Truly excellent. Those who believe that graphic novels cannot be engrossing are in for another think–and for a very interesting and enjoyable intellectual experience–upon reading Alan Moore’s most famous work. The dialogue is rich and engrossing, the character profiles are profound and fascinating, the storyline is gripping, and the side stories–especially the memoirs of Hollis Mason and the Tales of the Black Freighter–added a monumental degree of complexity, and sophistication to the story. And of course, the artwork is marvelous.

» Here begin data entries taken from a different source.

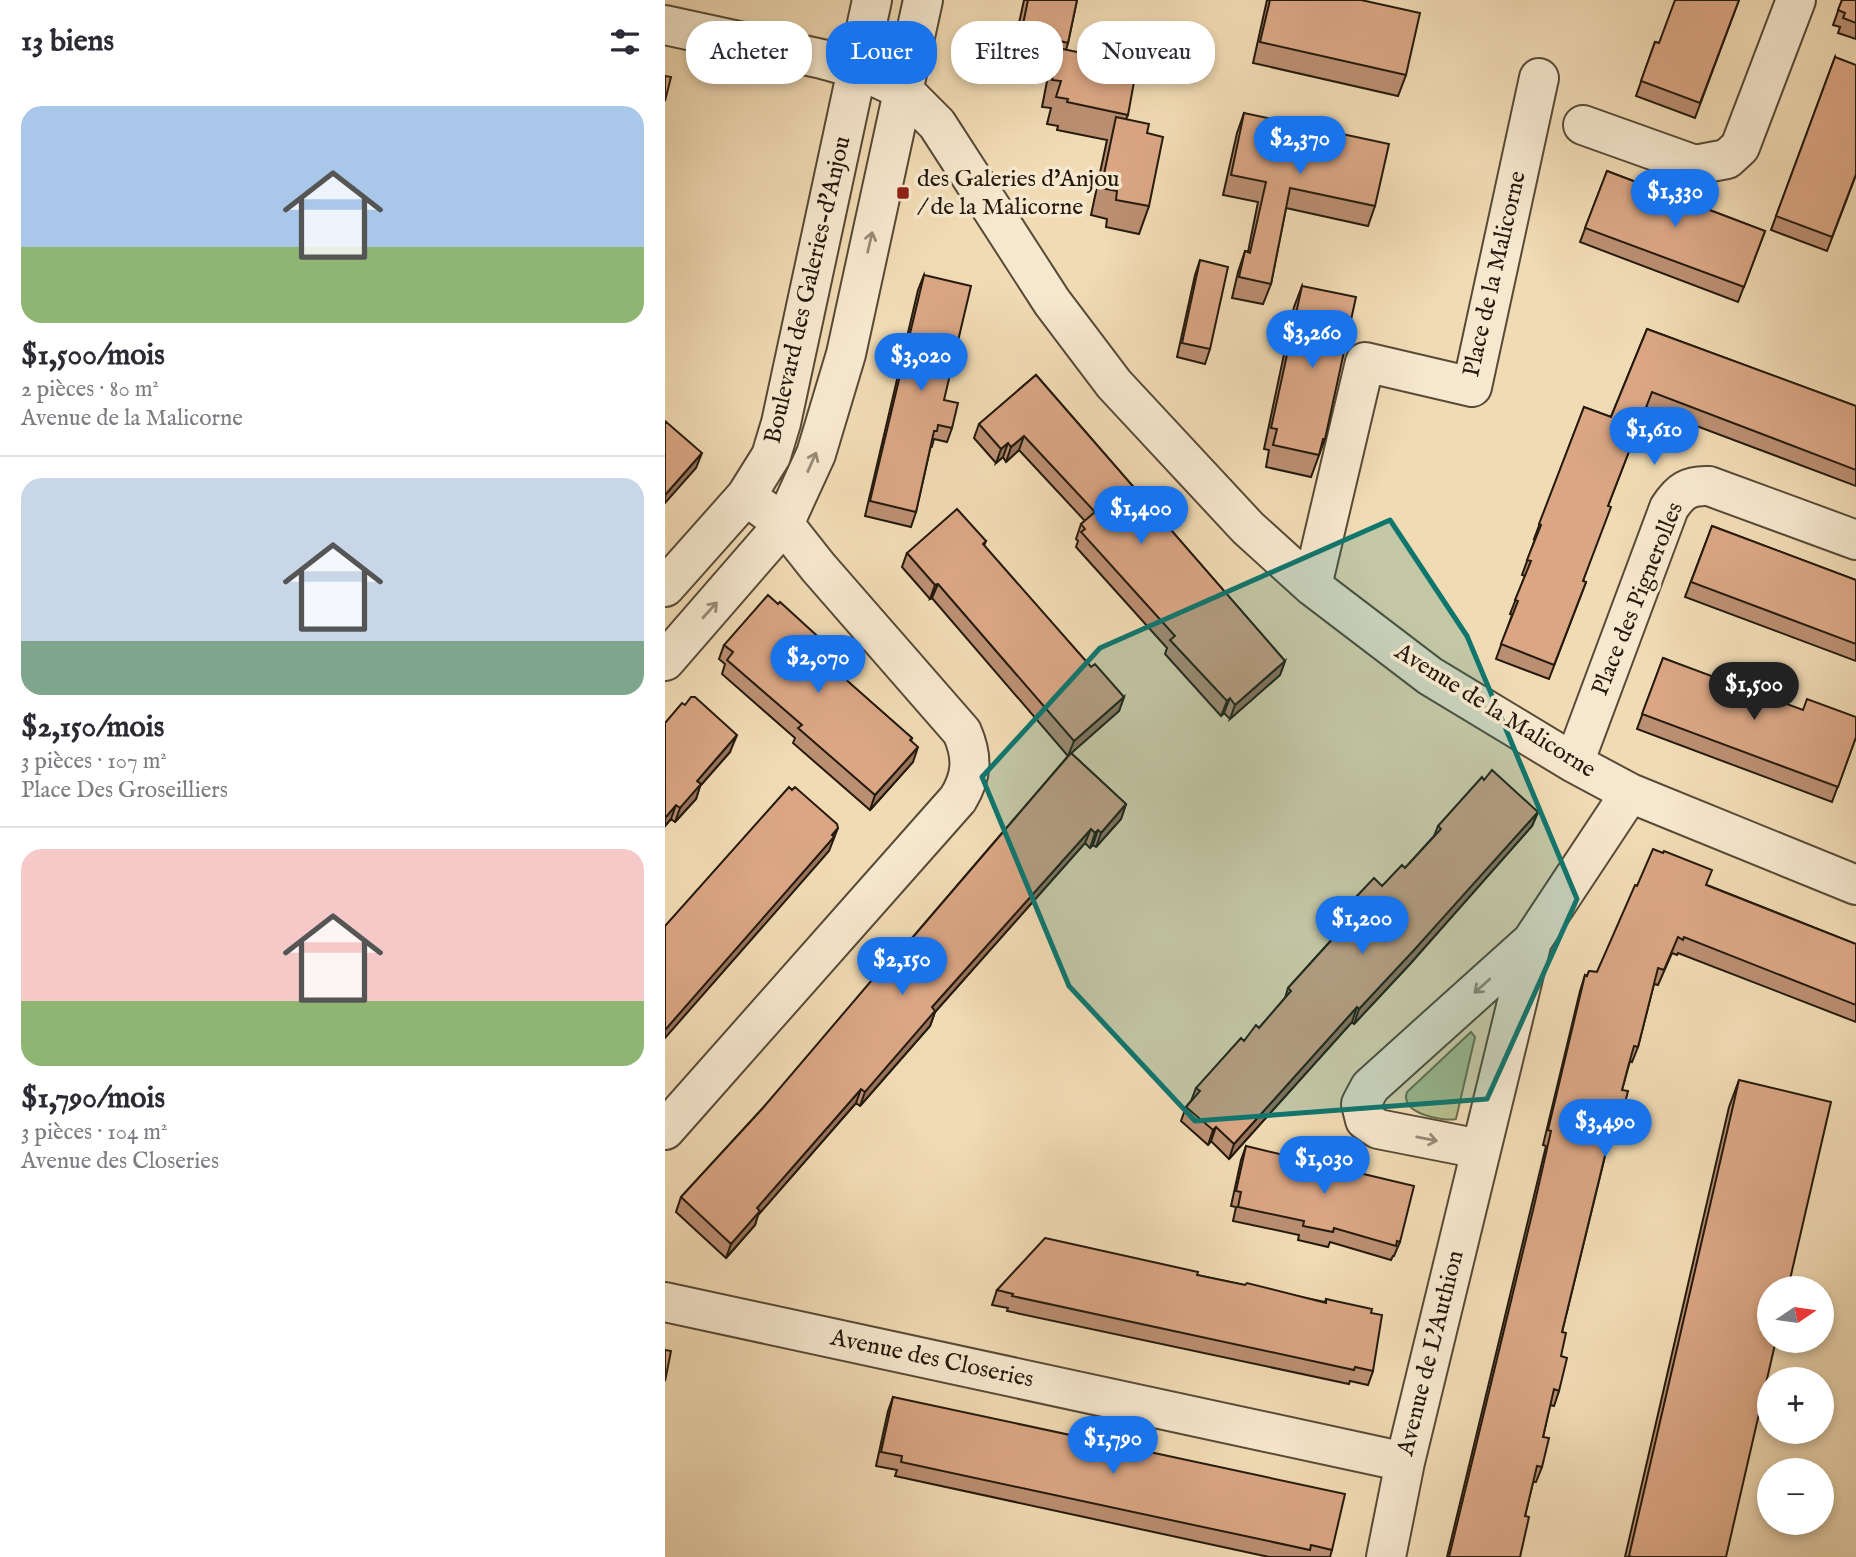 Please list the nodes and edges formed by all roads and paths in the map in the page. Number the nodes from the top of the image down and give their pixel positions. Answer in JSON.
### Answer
{"nodes":[{"id":1,"x":872,"y":0,"type":"edge"},
{"id":2,"x":923,"y":0,"type":"edge"},
{"id":3,"x":1796,"y":0,"type":"edge"},
{"id":4,"x":868,"y":21,"type":"edge"},
{"id":5,"x":665,"y":25,"type":"edge"},
{"id":6,"x":826,"y":62,"type":"edge"},
{"id":7,"x":1539,"y":78,"type":"dead end"},
{"id":8,"x":855,"y":84,"type":"edge"},
{"id":9,"x":890,"y":84,"type":"edge"},
{"id":10,"x":903,"y":90,"type":"junction"},
{"id":11,"x":1583,"y":125,"type":"dead end"},
{"id":12,"x":746,"y":496,"type":"junction"},
{"id":13,"x":784,"y":524,"type":"junction"},
{"id":14,"x":1856,"y":540,"type":"edge"},
{"id":15,"x":1312,"y":586,"type":"junction"},
{"id":16,"x":665,"y":587,"type":"edge"},
{"id":17,"x":665,"y":661,"type":"edge"},
{"id":18,"x":1574,"y":763,"type":"junction"},
{"id":19,"x":1630,"y":793,"type":"junction"},
{"id":20,"x":1855,"y":881,"type":"edge"},
{"id":21,"x":1532,"y":941,"type":"junction"},
{"id":22,"x":665,"y":1130,"type":"edge"},
{"id":23,"x":1480,"y":1149,"type":"junction"},
{"id":24,"x":665,"y":1301,"type":"edge"},
{"id":25,"x":1405,"y":1462,"type":"junction"},
{"id":26,"x":1386,"y":1557,"type":"edge"}],
"edges":[{"from":1,"to":4,"type":"street","name":"Boulevard des Galeries-d'Anjou"},
{"from":2,"to":10,"type":"street","name":"Boulevard des Galeries-d'Anjou"},
{"from":3,"to":11,"type":"street"},
{"from":5,"to":6,"type":"street","name":"Avenue de la Malicorne"},
{"from":7,"to":15,"type":"street","name":"Place de la Malicorne"},
{"from":8,"to":12,"type":"street","name":"Boulevard des Galeries-d'Anjou"},
{"from":9,"to":10,"type":"street","name":"Avenue de la Malicorne"},
{"from":13,"to":10,"type":"street","name":"Boulevard des Galeries-d'Anjou","one_way":true},
{"from":10,"to":15,"type":"street","name":"Avenue de la Malicorne"},
{"from":12,"to":13,"type":"street"},
{"from":12,"to":16,"type":"street","name":"Boulevard des Galeries-d'Anjou"},
{"from":17,"to":13,"type":"street","name":"Boulevard des Galeries-d'Anjou","one_way":true},
{"from":13,"to":22,"type":"street"},
{"from":14,"to":18,"type":"street","name":"Place des Pignerolles"},
{"from":15,"to":18,"type":"street","name":"Avenue de la Malicorne"},
{"from":18,"to":19,"type":"street","name":"Avenue de la Malicorne"},
{"from":19,"to":20,"type":"street","name":"Avenue de la Malicorne"},
{"from":19,"to":21,"type":"street","name":"Avenue de L'Authion"},
{"from":21,"to":23,"type":"street","name":"Avenue de L'Authion"},
{"from":21,"to":23,"type":"street","name":"Avenue de L'Authion","one_way":true},
{"from":23,"to":25,"type":"street","name":"Avenue de L'Authion"},
{"from":24,"to":25,"type":"street","name":"Avenue des Closeries"},
{"from":25,"to":26,"type":"street","name":"Avenue de L'Authion"}]}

Reading the novel was especially interesting for me, because it allowed me to cast my mind back to the Cold War, when thoughts of a nuclear winter were quite prevalent. Thanks to the end of the Cold War, we are liable to take the threat of nuclear war much more lightly, but Watchmen hammers home the degree to which the threat of nuclear war occupied our thoughts during the 1980s. Watchmen is deeply political and focuses a great deal on political issues, which is great for politics junkies like me. But Watchmen is also a very human story about very human heroes with very real dilemmas with which to contend. And while some heroes turn out to be not-so-heroic, their stories are no less devoid of sympathy either. At the end, we learn whose story Watchmen really was, and how a sacrifice for one’s ideals need not be in vain.
I am only sorry I was not exposed to Watchmen in my youth. Clearly, I made a mistake in taking so long to read it. Readers of this blog are advised to avoid my mistake, and get their hands on a copy in the event that they have not done so already.